> _Work to complete_
Each line from the one containing "Which roads connect" through the last line of the records below is to be set down exactly; the rest stays out.
#### Records provided
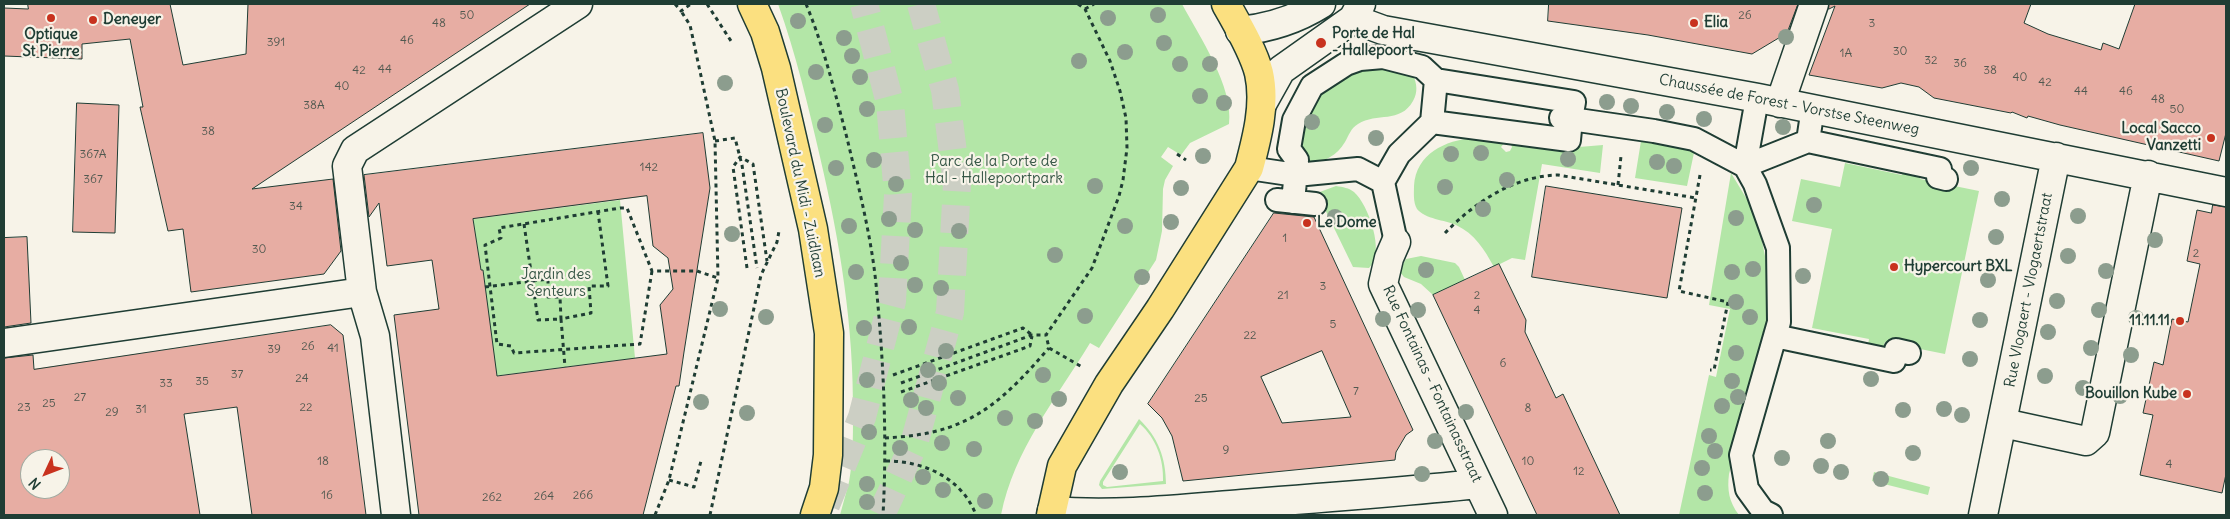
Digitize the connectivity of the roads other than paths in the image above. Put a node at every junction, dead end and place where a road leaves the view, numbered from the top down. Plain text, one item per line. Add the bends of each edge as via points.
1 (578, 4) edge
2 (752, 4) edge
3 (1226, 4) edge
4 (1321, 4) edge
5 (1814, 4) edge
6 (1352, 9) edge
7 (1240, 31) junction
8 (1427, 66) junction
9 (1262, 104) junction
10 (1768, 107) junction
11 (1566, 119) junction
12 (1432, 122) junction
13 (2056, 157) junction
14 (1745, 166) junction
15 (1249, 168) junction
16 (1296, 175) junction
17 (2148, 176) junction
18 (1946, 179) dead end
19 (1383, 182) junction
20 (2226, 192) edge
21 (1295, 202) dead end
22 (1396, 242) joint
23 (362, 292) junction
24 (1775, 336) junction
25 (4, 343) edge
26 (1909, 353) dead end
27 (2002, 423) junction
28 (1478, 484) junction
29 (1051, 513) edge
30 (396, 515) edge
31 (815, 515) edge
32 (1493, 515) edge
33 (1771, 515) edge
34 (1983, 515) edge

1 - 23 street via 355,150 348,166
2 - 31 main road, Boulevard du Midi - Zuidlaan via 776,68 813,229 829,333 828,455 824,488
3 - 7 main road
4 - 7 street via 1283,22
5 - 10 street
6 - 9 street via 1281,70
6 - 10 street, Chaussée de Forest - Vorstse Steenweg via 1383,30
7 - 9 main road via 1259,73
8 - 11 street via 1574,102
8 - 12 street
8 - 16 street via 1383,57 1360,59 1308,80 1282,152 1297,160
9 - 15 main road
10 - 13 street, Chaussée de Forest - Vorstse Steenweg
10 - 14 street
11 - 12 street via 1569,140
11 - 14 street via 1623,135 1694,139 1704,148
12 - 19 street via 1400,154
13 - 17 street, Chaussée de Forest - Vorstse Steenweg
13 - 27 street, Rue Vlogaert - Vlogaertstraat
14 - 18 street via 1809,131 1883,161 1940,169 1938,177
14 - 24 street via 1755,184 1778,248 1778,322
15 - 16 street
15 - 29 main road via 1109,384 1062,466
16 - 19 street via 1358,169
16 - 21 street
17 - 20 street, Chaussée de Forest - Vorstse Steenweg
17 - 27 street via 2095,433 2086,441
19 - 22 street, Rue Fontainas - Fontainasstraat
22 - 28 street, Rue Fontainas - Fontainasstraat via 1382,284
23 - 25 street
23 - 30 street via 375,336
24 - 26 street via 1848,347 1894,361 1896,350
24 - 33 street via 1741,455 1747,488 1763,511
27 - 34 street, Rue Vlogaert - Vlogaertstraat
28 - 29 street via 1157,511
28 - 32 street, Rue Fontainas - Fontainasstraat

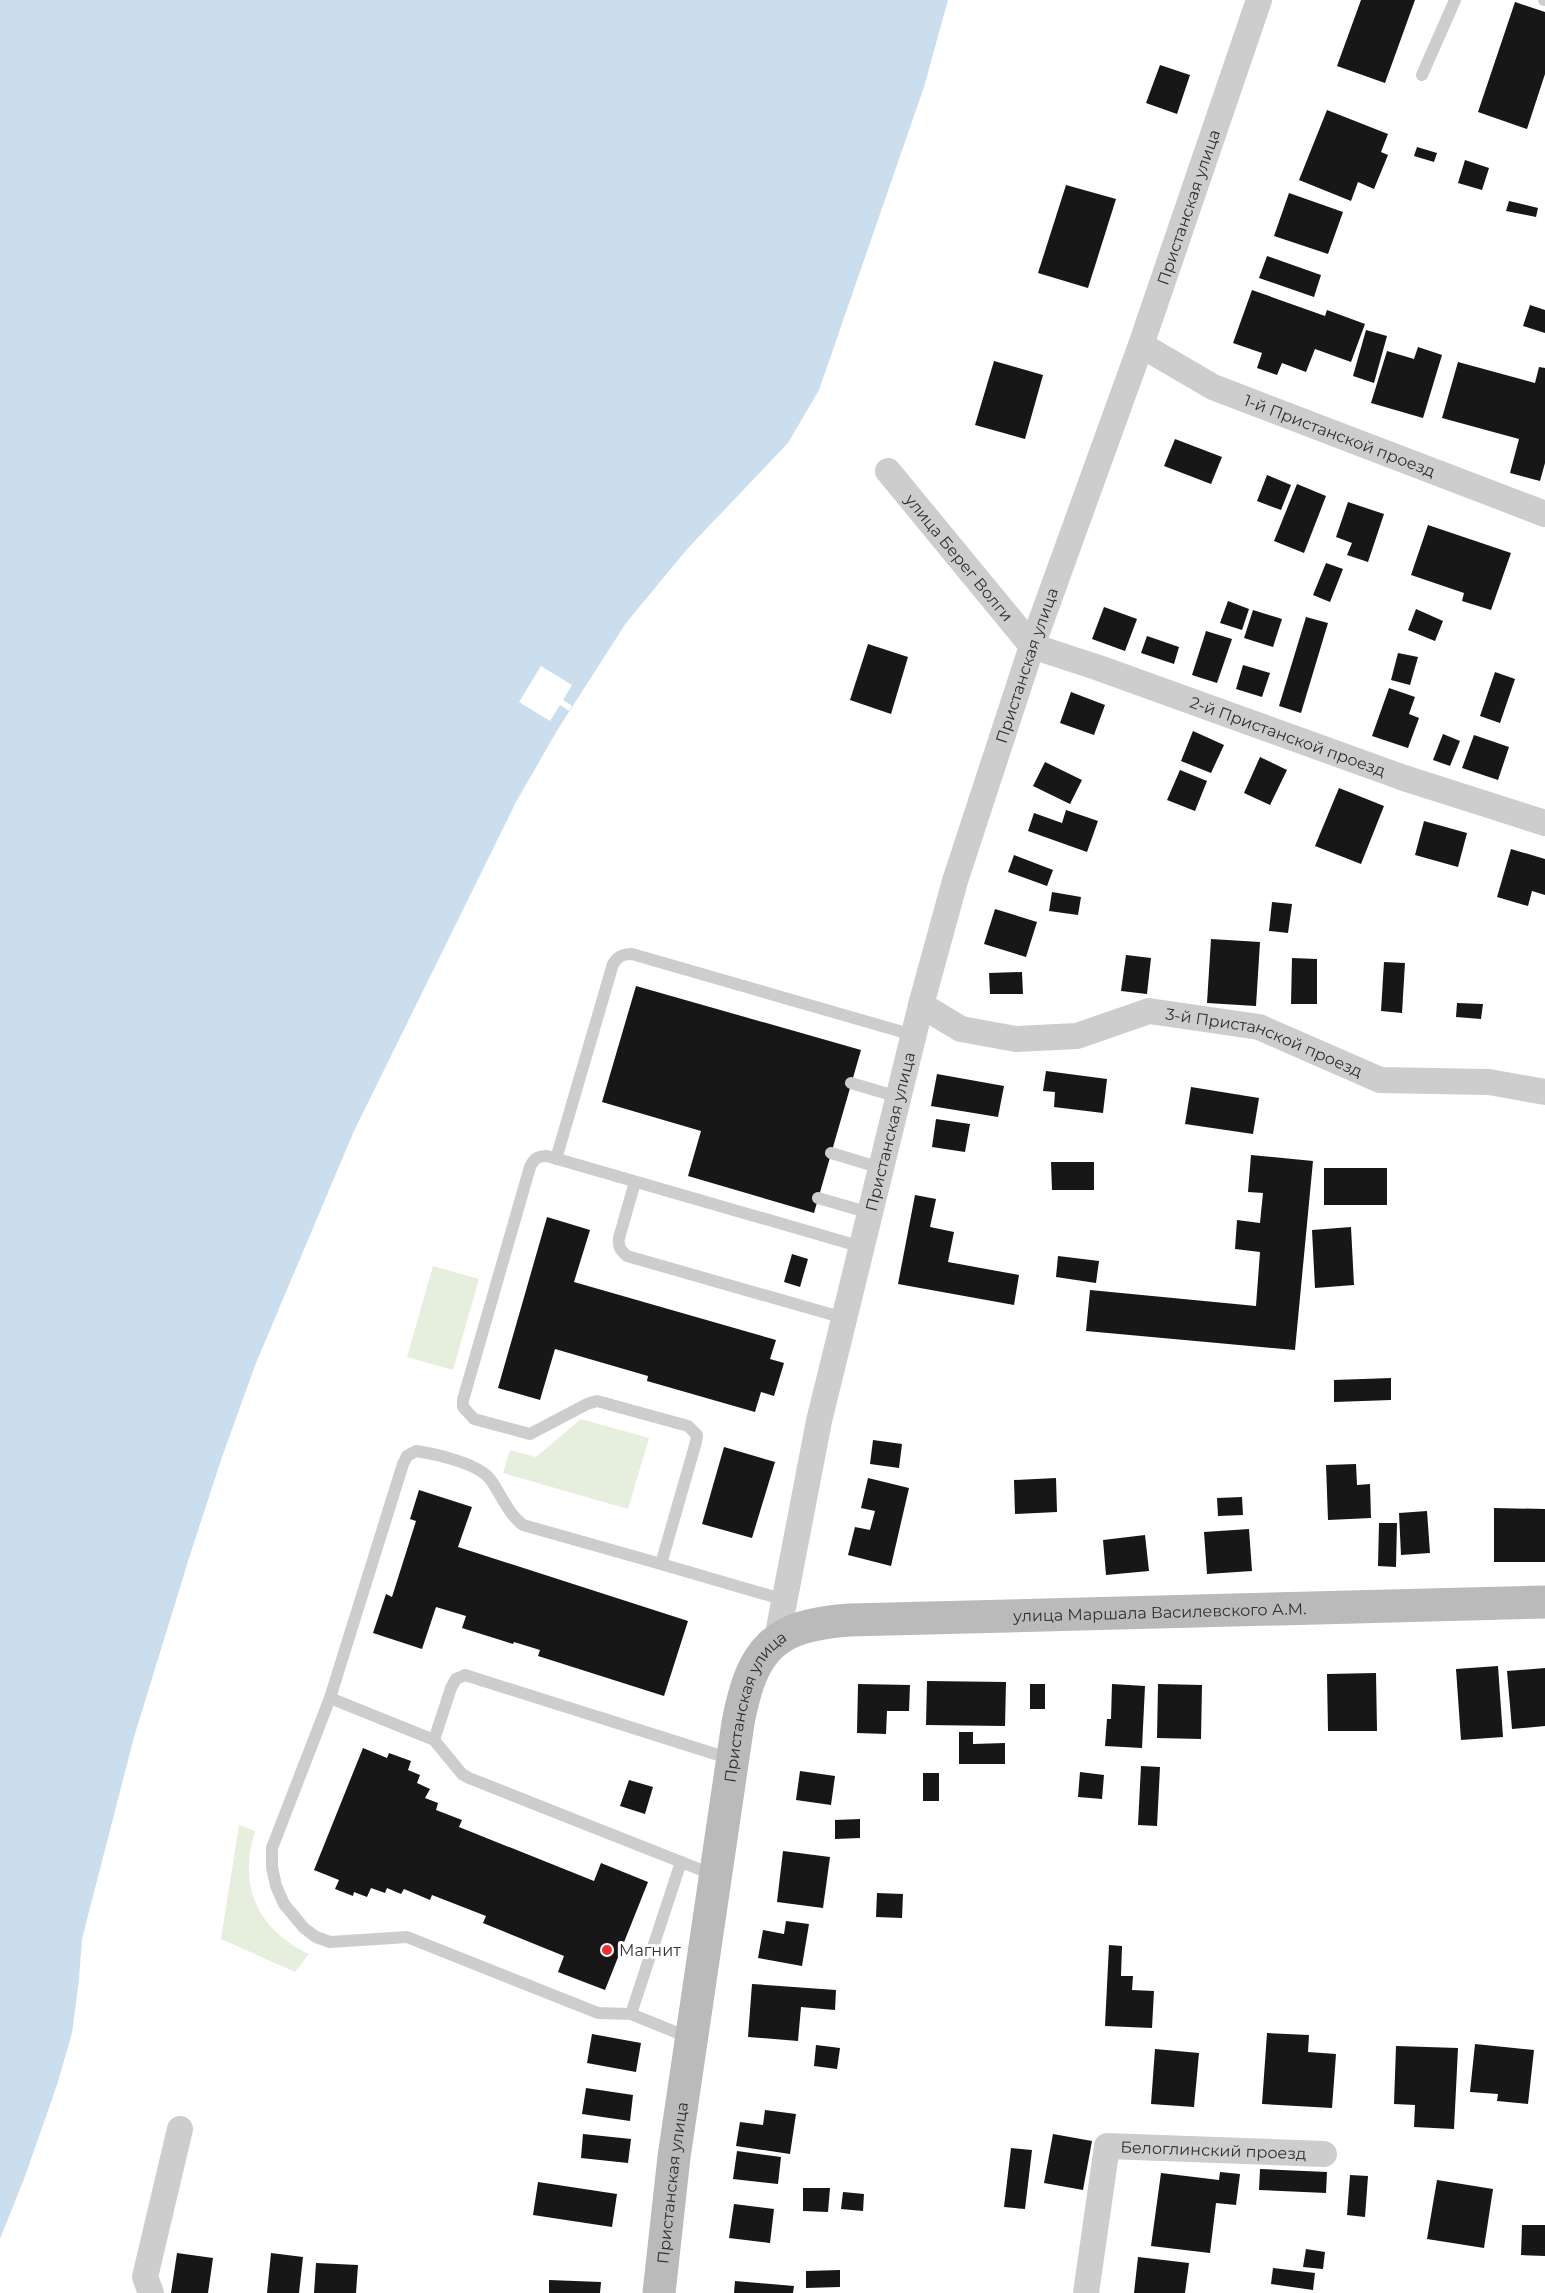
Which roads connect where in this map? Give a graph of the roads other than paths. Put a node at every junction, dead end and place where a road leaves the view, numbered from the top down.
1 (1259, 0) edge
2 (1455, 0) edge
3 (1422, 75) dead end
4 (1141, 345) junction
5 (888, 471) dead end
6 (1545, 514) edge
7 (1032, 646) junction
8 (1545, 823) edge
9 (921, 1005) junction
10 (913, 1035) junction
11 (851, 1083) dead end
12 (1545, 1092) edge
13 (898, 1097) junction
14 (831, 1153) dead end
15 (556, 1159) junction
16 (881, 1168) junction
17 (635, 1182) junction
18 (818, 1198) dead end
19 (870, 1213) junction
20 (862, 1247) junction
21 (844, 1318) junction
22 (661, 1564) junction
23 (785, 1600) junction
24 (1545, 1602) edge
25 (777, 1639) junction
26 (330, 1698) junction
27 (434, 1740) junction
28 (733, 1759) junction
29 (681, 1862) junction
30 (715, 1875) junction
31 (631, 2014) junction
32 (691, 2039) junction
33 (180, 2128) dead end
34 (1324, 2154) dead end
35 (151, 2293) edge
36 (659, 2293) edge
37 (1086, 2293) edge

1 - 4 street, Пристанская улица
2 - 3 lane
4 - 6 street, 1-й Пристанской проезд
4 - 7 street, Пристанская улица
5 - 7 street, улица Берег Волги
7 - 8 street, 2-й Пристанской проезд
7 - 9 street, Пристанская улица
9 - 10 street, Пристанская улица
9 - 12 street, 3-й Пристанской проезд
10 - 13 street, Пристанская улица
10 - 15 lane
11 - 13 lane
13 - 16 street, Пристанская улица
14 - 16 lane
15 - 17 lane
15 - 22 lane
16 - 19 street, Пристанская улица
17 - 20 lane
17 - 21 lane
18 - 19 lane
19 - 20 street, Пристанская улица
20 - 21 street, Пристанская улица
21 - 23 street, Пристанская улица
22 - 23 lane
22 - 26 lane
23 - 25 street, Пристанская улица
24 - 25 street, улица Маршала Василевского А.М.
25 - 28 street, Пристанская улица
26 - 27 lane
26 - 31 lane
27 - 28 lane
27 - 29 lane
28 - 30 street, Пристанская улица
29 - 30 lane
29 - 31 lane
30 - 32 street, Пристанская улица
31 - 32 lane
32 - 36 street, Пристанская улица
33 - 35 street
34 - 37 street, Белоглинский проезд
########
> _Reply_
Which roads connect where in this map? Give a graph of the roads other than paths. Put a node at every junction, dead end and place where a road leaves the view, numbered from the top down.
1 (1259, 0) edge
2 (1455, 0) edge
3 (1422, 75) dead end
4 (1141, 345) junction
5 (888, 471) dead end
6 (1545, 514) edge
7 (1032, 646) junction
8 (1545, 823) edge
9 (921, 1005) junction
10 (913, 1035) junction
11 (851, 1083) dead end
12 (1545, 1092) edge
13 (898, 1097) junction
14 (831, 1153) dead end
15 (556, 1159) junction
16 (881, 1168) junction
17 (635, 1182) junction
18 (818, 1198) dead end
19 (870, 1213) junction
20 (862, 1247) junction
21 (844, 1318) junction
22 (661, 1564) junction
23 (785, 1600) junction
24 (1545, 1602) edge
25 (777, 1639) junction
26 (330, 1698) junction
27 (434, 1740) junction
28 (733, 1759) junction
29 (681, 1862) junction
30 (715, 1875) junction
31 (631, 2014) junction
32 (691, 2039) junction
33 (180, 2128) dead end
34 (1324, 2154) dead end
35 (151, 2293) edge
36 (659, 2293) edge
37 (1086, 2293) edge

1 - 4 street, Пристанская улица
2 - 3 lane
4 - 6 street, 1-й Пристанской проезд
4 - 7 street, Пристанская улица
5 - 7 street, улица Берег Волги
7 - 8 street, 2-й Пристанской проезд
7 - 9 street, Пристанская улица
9 - 10 street, Пристанская улица
9 - 12 street, 3-й Пристанской проезд
10 - 13 street, Пристанская улица
10 - 15 lane
11 - 13 lane
13 - 16 street, Пристанская улица
14 - 16 lane
15 - 17 lane
15 - 22 lane
16 - 19 street, Пристанская улица
17 - 20 lane
17 - 21 lane
18 - 19 lane
19 - 20 street, Пристанская улица
20 - 21 street, Пристанская улица
21 - 23 street, Пристанская улица
22 - 23 lane
22 - 26 lane
23 - 25 street, Пристанская улица
24 - 25 street, улица Маршала Василевского А.М.
25 - 28 street, Пристанская улица
26 - 27 lane
26 - 31 lane
27 - 28 lane
27 - 29 lane
28 - 30 street, Пристанская улица
29 - 30 lane
29 - 31 lane
30 - 32 street, Пристанская улица
31 - 32 lane
32 - 36 street, Пристанская улица
33 - 35 street
34 - 37 street, Белоглинский проезд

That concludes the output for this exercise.